Otto persone, dirigenti ed ex dirigenti del Gruppo Riva indagati sotto accusa e agli arresti domiciliari e sequestro dell’area a caldo dello stabilimento senza facoltà d’uso. Sono questi i termini delle misure del gip del Tribunale di Taranto Patrizia Todisco relative all’inchiesta sull’inquinamento ambientale degli stabilimenti Ilva di Taranto.

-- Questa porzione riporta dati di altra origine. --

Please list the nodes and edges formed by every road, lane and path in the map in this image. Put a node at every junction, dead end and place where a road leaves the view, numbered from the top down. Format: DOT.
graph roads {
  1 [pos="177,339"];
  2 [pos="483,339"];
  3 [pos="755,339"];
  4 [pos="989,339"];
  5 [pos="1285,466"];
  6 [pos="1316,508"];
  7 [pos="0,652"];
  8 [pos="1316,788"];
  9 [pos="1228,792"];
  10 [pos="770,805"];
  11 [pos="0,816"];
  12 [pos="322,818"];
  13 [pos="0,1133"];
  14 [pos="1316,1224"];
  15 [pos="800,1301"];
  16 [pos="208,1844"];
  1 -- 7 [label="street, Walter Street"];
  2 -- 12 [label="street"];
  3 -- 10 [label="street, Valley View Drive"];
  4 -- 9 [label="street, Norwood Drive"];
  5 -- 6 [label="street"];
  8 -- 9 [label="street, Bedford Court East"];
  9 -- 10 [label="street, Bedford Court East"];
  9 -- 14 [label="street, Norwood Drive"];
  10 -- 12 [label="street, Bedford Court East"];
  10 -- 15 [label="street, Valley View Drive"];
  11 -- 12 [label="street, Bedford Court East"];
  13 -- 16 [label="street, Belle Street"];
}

Le otto persone indagate sono accusate a vario titolo di disastro ambientale e doloso, avvelenamento di sostanze alimentari, omissione dolosa di cautele contro gli infortuni sul lavoro, danneggiamento aggravato di beni pubblici, getto di sostanze pericolose, inquinamento atmosferico.  Le notifiche dei provvedimenti sono in corso e riguarderebbero Emilio Riva, presidente Ilva Spa fino a maggio 2010, Nicola Riva, figlio e successore nella carica, Luigi Capogrosso ex direttore dello stabilimento  di Taranto, il suo successore Salvatore De Felice, Ivan Di Maggio capo area cokerie, Angelo Cavallo responsabile area agglomerato, Marco Andelmi e Salvatore D’Alò dirigenti d’area.

Da giorni a Taranto e nelle aree degli impianti sono in corso agitazioni di massa dei lavoratori con blocchi stradali. Le sigle sindacali hanno indetto lo sciopero a oltranza.